**Your goal**: If an entry holds a picture, leave that picture out; copy everything else exactly.

**Source material**:
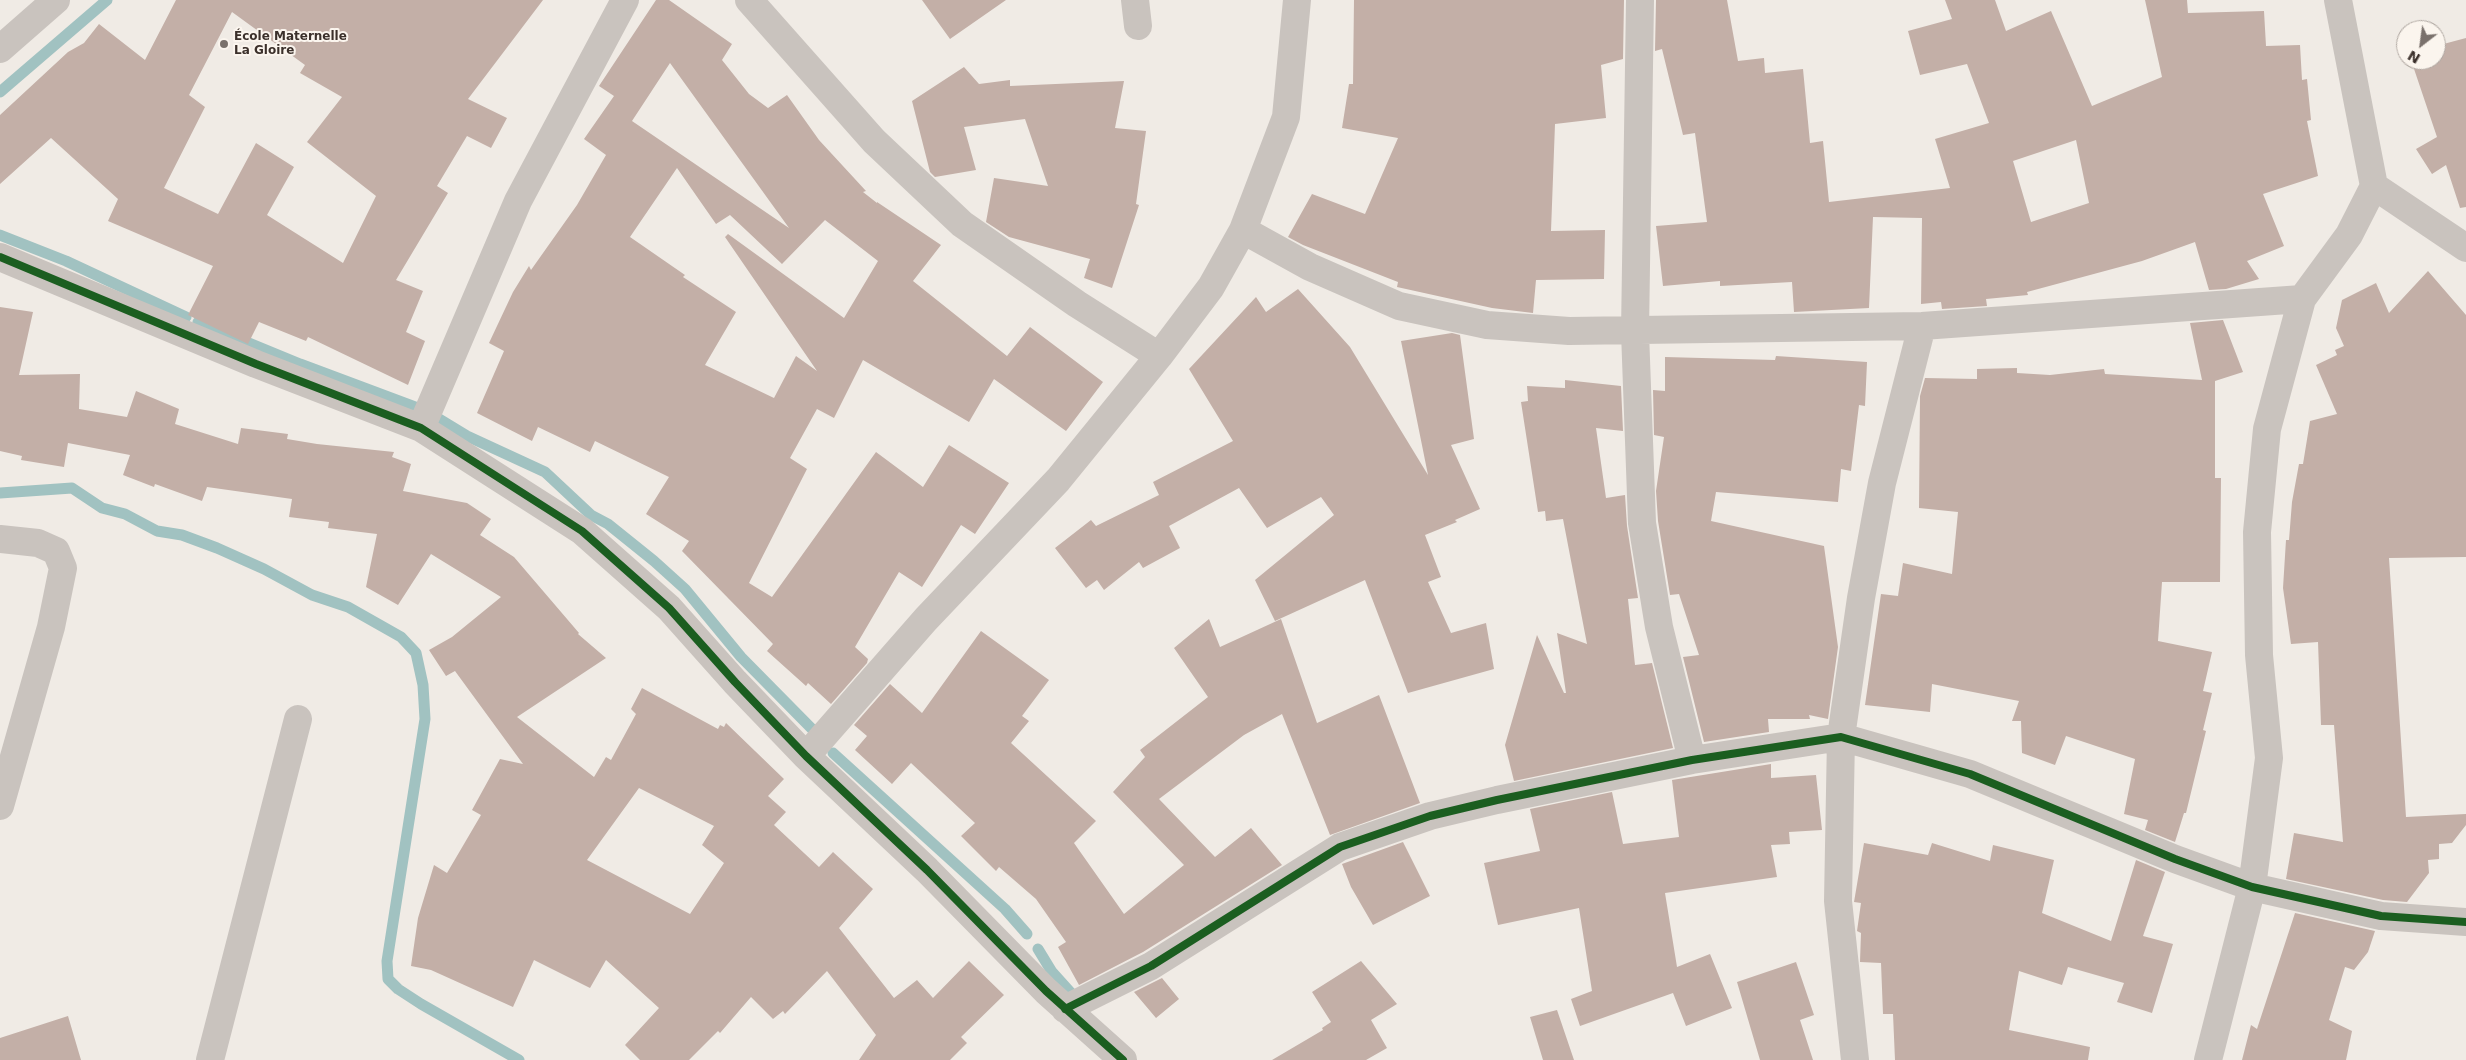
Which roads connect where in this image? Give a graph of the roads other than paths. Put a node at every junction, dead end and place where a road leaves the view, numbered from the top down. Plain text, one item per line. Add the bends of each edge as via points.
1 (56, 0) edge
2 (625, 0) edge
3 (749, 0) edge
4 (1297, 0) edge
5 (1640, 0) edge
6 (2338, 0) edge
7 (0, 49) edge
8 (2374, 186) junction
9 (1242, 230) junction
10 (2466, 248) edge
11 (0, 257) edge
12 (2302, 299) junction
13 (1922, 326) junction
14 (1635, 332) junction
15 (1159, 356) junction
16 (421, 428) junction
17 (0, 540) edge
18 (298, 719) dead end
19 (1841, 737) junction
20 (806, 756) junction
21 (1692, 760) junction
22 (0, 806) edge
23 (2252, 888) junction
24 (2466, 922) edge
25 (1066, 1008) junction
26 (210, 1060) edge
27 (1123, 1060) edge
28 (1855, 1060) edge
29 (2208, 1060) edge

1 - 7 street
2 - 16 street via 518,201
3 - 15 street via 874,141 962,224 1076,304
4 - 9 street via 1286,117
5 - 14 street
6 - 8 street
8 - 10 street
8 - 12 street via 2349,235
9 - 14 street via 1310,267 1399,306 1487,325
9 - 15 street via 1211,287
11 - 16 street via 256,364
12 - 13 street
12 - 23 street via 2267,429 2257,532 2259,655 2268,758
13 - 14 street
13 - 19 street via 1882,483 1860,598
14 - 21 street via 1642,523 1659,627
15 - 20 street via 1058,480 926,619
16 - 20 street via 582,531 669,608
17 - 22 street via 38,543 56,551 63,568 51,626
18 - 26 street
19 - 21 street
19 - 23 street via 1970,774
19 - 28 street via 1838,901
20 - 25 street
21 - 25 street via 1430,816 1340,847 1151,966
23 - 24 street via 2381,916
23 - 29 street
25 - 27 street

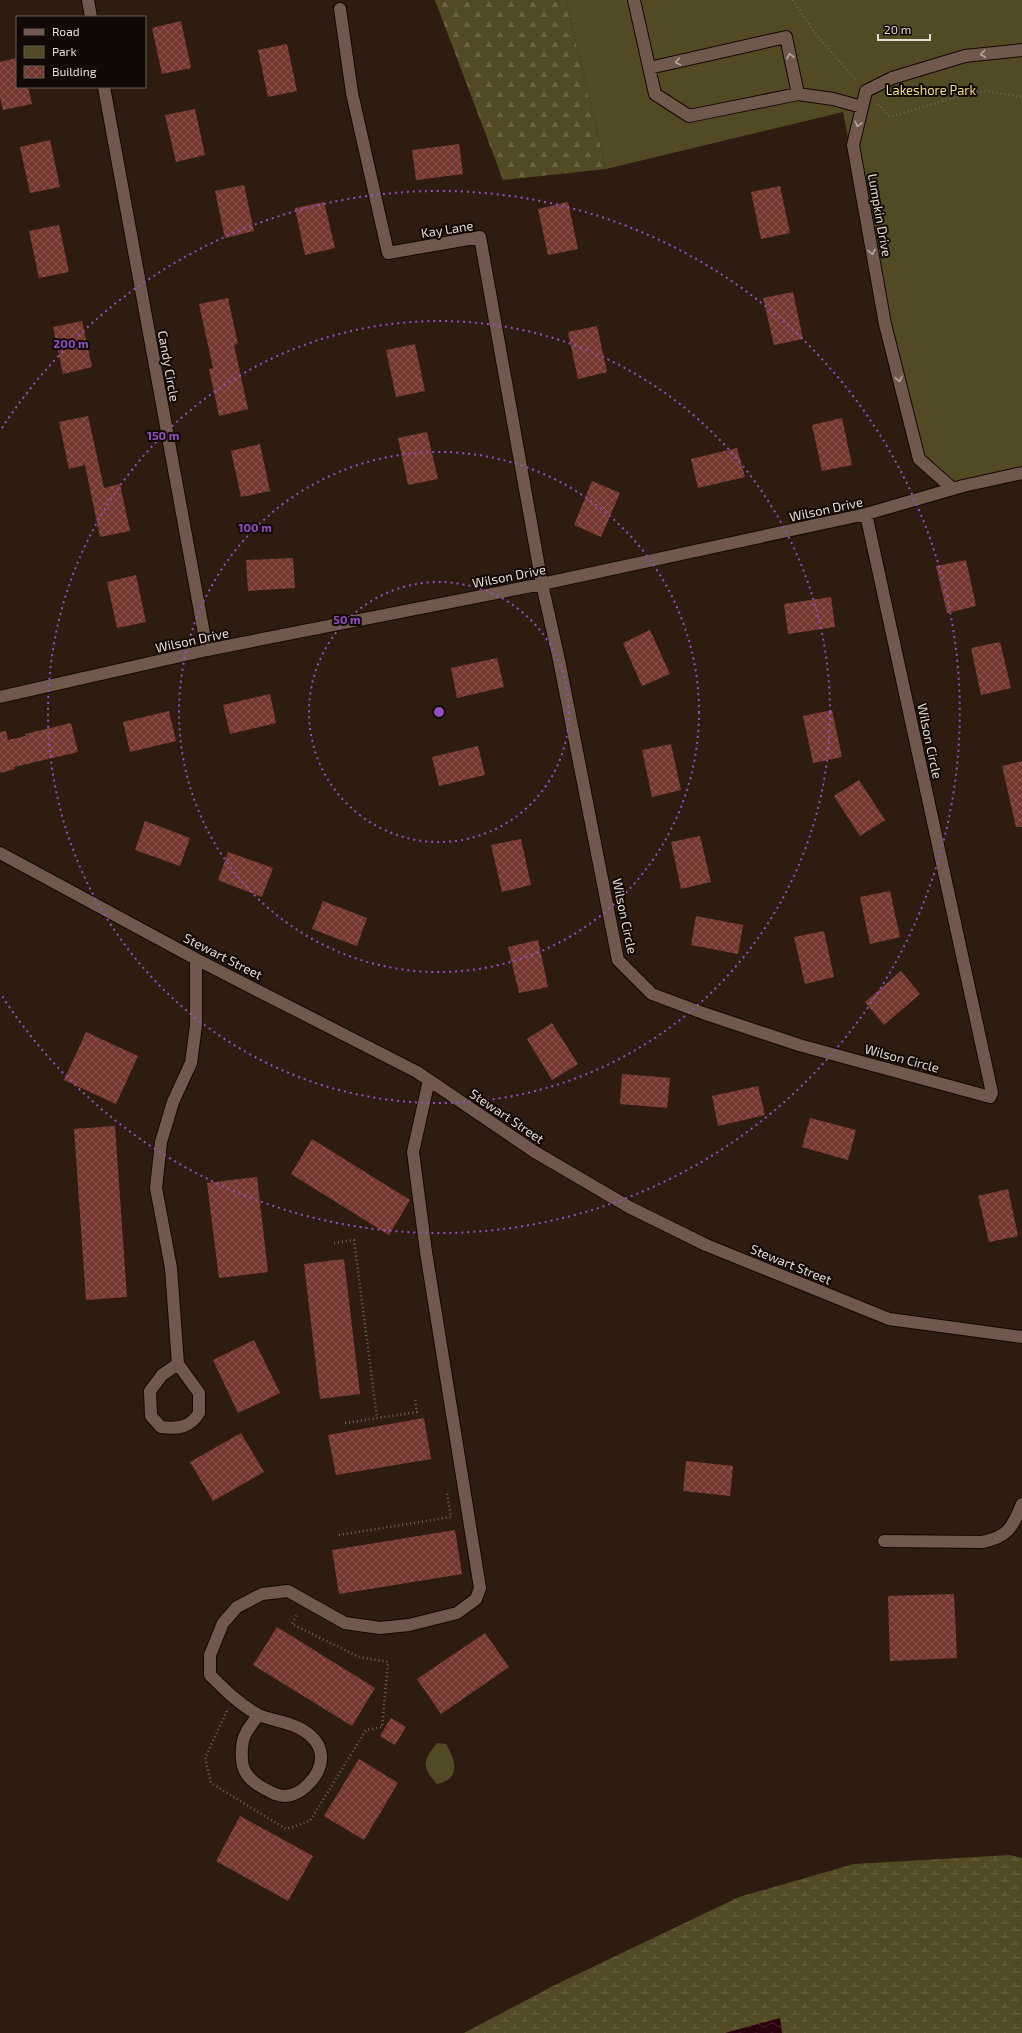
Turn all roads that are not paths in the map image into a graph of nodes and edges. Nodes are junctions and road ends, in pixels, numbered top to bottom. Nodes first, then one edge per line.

**The answer**:
Which roads connect where in this image? Give a graph of the roads other than paths. Put a node at every junction, dead end and place where a road leaves the view, numbered from the top down. Plain text, one item per line. Add the bends of each edge as via points.
1 (56, 0) edge
2 (625, 0) edge
3 (749, 0) edge
4 (1297, 0) edge
5 (1640, 0) edge
6 (2338, 0) edge
7 (0, 49) edge
8 (2374, 186) junction
9 (1242, 230) junction
10 (2466, 248) edge
11 (0, 257) edge
12 (2302, 299) junction
13 (1922, 326) junction
14 (1635, 332) junction
15 (1159, 356) junction
16 (421, 428) junction
17 (0, 540) edge
18 (298, 719) dead end
19 (1841, 737) junction
20 (806, 756) junction
21 (1692, 760) junction
22 (0, 806) edge
23 (2252, 888) junction
24 (2466, 922) edge
25 (1066, 1008) junction
26 (210, 1060) edge
27 (1123, 1060) edge
28 (1855, 1060) edge
29 (2208, 1060) edge

1 - 7 street
2 - 16 street via 518,201
3 - 15 street via 874,141 962,224 1076,304
4 - 9 street via 1286,117
5 - 14 street
6 - 8 street
8 - 10 street
8 - 12 street via 2349,235
9 - 14 street via 1310,267 1399,306 1487,325
9 - 15 street via 1211,287
11 - 16 street via 256,364
12 - 13 street
12 - 23 street via 2267,429 2257,532 2259,655 2268,758
13 - 14 street
13 - 19 street via 1882,483 1860,598
14 - 21 street via 1642,523 1659,627
15 - 20 street via 1058,480 926,619
16 - 20 street via 582,531 669,608
17 - 22 street via 38,543 56,551 63,568 51,626
18 - 26 street
19 - 21 street
19 - 23 street via 1970,774
19 - 28 street via 1838,901
20 - 25 street
21 - 25 street via 1430,816 1340,847 1151,966
23 - 24 street via 2381,916
23 - 29 street
25 - 27 street

Turn all roads that are not paths in the map image into a graph of nodes and edges. Nodes are junctions and road ends, in pixels, numbered top to bottom. Nodes first, then one edge per line.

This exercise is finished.